------ Records for this exercise

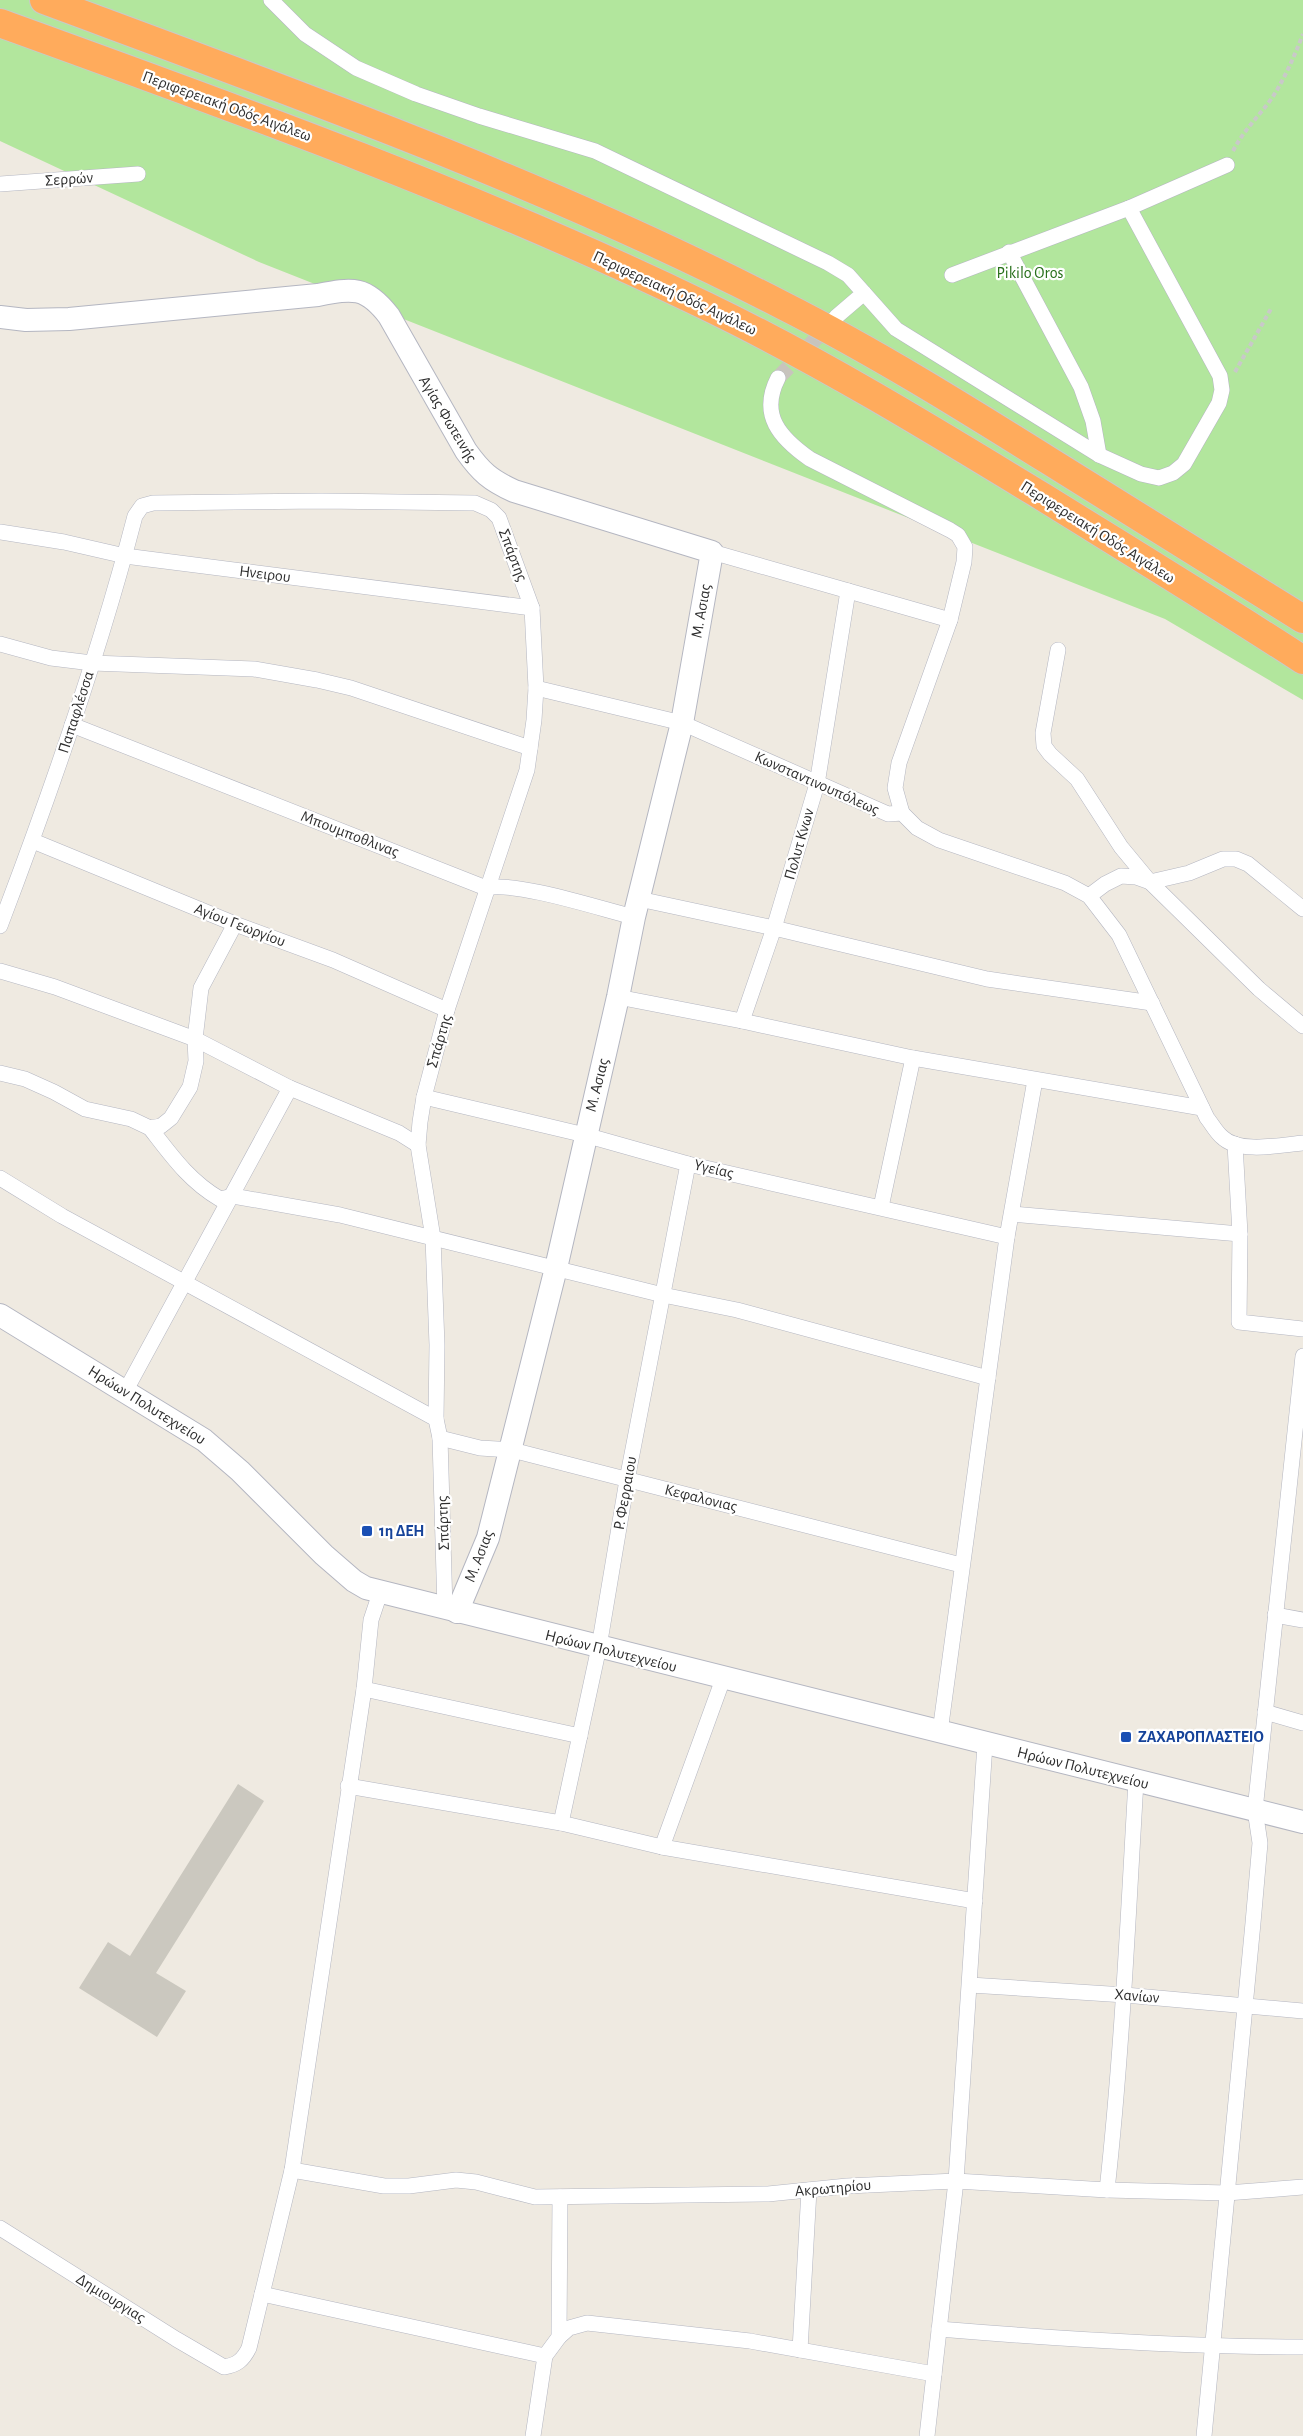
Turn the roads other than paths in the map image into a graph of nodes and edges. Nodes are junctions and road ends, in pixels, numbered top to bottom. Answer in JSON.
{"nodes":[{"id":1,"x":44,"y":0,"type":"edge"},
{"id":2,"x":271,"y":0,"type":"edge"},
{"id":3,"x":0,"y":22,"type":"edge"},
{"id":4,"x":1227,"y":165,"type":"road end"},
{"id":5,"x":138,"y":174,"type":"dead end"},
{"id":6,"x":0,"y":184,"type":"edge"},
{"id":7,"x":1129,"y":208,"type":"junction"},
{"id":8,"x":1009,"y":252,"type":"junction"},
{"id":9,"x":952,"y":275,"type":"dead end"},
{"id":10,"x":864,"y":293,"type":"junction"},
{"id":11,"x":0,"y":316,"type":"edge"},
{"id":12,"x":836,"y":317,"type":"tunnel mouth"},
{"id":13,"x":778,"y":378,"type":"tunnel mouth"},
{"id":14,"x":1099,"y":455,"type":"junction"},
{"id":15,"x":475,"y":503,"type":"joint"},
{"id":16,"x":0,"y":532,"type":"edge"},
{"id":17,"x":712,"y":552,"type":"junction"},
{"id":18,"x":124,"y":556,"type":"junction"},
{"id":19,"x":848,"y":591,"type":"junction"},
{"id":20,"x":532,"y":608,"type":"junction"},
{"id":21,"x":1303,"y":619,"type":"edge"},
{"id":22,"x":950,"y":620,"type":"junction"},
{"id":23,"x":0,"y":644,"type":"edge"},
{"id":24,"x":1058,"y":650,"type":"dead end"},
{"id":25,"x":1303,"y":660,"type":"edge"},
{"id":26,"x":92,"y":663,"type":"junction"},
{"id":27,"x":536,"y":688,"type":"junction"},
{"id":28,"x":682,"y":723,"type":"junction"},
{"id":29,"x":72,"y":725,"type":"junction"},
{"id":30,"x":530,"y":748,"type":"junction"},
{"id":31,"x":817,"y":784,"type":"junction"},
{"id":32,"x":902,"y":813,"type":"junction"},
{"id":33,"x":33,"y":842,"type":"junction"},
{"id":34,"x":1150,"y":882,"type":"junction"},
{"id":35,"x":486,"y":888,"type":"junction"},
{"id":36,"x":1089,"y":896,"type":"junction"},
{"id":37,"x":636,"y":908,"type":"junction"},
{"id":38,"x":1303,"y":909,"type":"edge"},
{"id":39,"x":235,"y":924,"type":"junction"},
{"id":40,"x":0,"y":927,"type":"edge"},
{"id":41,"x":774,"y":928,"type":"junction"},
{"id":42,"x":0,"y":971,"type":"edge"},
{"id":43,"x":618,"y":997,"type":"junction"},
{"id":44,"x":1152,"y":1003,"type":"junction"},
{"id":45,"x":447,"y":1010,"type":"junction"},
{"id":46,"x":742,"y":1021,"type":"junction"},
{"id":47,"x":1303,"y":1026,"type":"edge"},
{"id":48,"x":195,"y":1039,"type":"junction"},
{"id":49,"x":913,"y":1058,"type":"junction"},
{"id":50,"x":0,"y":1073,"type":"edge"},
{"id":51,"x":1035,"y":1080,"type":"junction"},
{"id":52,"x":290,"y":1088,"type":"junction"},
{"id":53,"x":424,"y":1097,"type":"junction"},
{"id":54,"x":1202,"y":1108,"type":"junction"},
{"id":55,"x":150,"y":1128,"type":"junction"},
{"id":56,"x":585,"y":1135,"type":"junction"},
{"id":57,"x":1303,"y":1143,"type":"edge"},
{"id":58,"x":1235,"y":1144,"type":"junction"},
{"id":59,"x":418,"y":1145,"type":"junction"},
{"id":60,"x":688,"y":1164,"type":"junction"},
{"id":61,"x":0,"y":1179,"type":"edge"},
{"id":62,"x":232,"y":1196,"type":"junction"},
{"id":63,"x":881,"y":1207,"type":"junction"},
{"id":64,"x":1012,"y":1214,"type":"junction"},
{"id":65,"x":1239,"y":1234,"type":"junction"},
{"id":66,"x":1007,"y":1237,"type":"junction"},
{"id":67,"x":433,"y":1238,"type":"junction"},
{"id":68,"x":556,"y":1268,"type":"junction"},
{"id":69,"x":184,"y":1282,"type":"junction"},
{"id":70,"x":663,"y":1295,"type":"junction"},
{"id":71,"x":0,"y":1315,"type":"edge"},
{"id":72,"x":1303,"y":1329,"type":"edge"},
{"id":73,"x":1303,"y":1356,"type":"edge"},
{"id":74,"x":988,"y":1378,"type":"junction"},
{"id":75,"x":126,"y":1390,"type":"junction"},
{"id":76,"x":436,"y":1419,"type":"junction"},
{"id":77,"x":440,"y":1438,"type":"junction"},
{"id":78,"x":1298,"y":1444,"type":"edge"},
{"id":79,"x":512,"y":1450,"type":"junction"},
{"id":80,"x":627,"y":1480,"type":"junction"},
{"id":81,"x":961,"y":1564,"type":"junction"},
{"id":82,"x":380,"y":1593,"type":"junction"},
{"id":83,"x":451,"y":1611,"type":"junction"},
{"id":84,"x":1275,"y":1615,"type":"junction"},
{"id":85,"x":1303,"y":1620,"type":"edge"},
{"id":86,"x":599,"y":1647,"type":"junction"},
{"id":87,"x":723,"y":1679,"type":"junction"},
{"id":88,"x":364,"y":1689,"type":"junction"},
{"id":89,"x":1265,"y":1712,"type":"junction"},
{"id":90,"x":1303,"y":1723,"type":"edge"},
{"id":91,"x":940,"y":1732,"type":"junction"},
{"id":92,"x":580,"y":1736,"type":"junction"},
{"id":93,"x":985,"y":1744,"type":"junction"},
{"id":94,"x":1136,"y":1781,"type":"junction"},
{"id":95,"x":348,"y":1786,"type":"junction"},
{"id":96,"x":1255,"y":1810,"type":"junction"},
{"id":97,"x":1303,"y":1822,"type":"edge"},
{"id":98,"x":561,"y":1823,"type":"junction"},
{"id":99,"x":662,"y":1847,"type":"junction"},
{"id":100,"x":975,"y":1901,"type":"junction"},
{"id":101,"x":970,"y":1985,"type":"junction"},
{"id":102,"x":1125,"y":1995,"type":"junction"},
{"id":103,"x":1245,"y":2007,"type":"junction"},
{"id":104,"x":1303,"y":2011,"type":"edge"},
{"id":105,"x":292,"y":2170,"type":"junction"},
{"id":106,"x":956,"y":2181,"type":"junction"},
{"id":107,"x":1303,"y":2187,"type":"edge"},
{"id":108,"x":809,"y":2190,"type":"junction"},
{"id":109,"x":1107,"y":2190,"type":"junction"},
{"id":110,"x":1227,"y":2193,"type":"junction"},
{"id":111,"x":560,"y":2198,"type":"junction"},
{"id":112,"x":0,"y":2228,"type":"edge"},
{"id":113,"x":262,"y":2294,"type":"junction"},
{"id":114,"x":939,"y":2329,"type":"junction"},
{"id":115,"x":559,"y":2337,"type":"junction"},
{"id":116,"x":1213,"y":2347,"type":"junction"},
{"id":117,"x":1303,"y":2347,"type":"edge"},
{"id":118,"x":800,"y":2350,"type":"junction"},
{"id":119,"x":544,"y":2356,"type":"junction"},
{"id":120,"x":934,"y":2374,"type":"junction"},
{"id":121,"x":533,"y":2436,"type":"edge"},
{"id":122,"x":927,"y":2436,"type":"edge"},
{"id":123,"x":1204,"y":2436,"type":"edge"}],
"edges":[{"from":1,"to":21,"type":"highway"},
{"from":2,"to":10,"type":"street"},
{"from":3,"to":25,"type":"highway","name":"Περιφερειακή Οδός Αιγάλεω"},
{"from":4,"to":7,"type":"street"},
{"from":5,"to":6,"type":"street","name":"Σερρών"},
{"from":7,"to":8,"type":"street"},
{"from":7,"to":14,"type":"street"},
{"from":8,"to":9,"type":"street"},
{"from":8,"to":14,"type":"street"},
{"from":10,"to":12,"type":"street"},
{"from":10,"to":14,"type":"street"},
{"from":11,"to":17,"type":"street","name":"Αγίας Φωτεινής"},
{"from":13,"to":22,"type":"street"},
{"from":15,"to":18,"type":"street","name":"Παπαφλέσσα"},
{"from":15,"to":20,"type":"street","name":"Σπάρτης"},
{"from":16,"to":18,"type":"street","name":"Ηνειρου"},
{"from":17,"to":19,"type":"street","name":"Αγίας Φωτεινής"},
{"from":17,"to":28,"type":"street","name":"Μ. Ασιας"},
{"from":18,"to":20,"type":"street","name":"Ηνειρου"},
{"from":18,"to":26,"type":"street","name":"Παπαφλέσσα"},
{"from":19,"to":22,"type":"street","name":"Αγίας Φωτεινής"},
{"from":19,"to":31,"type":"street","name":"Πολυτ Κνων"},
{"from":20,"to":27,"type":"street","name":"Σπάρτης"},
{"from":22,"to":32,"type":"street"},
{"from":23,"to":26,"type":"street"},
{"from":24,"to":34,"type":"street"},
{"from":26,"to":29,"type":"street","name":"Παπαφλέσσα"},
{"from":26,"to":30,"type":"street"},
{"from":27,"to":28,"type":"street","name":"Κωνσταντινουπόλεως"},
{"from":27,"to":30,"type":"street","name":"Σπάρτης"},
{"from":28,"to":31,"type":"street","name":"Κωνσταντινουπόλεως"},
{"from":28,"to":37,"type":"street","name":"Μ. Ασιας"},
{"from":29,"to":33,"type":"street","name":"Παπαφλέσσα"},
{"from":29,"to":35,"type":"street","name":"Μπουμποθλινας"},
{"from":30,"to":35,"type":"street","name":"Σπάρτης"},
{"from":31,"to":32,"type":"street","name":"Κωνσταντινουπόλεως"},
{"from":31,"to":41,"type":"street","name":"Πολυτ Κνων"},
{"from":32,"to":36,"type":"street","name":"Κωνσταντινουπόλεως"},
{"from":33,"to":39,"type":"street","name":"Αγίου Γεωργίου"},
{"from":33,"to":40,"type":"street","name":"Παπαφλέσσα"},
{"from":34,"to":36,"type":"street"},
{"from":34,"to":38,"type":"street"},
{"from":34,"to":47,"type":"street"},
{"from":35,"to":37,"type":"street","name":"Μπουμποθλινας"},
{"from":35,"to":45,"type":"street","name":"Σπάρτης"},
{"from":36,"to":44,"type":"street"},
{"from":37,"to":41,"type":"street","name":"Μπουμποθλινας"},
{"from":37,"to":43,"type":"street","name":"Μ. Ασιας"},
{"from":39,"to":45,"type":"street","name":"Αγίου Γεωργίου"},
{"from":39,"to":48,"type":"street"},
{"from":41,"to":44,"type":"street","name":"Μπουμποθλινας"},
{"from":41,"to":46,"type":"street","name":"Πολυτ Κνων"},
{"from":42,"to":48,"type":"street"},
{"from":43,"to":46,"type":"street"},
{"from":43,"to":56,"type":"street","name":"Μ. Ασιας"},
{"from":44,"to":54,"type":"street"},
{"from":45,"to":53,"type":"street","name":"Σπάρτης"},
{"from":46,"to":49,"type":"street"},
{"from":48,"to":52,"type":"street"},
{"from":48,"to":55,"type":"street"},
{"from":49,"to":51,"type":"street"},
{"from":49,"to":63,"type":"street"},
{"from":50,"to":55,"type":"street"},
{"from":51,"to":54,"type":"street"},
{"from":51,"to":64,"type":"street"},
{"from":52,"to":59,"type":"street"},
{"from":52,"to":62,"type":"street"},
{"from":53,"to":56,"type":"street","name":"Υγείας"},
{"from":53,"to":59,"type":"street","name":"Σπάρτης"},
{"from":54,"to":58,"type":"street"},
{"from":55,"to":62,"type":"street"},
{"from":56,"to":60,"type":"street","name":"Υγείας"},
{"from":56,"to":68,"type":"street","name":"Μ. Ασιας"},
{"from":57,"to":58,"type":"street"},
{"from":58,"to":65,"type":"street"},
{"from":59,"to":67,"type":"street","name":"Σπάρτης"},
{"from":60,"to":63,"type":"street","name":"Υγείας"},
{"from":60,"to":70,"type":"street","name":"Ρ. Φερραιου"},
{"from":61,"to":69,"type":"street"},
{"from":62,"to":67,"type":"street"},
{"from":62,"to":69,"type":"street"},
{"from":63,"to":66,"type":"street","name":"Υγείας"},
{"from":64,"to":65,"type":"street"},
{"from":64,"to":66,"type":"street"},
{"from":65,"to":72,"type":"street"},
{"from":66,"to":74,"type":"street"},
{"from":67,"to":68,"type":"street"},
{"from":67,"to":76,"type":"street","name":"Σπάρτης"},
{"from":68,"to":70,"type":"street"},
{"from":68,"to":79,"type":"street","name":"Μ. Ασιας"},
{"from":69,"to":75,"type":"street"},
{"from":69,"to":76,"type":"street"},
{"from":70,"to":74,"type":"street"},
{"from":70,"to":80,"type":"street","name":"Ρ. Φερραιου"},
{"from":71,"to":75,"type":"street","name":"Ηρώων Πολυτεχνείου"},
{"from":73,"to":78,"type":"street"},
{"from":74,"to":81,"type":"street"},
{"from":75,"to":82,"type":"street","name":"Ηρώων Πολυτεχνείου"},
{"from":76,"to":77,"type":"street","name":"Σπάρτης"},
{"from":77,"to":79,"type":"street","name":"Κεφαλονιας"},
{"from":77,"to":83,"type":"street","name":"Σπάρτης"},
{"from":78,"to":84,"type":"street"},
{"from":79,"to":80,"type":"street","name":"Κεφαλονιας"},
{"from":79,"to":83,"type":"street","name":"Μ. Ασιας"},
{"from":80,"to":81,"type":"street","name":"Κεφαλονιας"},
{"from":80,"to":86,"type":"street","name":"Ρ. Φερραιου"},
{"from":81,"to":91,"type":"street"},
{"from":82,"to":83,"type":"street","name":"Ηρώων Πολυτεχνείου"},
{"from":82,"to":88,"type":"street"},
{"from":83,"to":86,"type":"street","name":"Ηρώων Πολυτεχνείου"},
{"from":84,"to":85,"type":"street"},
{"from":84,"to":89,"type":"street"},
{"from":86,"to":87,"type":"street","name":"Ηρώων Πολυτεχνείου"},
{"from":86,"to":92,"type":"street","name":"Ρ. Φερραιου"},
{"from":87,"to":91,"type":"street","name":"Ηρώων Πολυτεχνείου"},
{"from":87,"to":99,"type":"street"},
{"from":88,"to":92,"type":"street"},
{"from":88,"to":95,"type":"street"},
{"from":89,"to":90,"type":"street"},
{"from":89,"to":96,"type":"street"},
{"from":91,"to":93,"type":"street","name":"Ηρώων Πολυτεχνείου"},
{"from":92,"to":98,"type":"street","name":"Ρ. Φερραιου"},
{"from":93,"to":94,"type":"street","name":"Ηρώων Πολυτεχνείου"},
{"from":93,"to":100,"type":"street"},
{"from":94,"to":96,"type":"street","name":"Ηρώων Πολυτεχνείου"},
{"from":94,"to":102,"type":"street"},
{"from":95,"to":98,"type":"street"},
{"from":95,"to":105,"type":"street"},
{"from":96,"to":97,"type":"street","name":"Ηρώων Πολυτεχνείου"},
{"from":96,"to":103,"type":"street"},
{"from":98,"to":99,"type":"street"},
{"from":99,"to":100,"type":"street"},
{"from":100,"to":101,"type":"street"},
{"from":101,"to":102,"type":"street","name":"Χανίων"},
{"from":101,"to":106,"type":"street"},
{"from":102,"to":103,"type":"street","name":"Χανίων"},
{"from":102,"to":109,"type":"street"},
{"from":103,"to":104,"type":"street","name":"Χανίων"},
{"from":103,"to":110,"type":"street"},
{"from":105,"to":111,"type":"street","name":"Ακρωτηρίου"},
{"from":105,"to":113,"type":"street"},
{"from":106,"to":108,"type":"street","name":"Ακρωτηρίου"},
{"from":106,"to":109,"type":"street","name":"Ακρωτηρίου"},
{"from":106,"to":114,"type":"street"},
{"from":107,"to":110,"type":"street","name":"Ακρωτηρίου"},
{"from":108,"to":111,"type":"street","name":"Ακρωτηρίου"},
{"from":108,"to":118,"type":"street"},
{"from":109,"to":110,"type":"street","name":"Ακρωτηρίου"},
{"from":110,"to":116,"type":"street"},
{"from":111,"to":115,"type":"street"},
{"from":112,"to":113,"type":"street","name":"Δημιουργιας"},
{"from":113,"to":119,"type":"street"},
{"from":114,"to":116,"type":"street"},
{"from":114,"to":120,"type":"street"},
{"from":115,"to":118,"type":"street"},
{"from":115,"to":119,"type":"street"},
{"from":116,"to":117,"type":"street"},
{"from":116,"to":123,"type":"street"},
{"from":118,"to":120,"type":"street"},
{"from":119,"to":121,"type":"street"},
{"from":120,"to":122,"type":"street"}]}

------------

== What is being asked ==
Only a number is wanted here: how many lines of the data hold the string "Παπαφλέσσα".

== Output for this task ==
5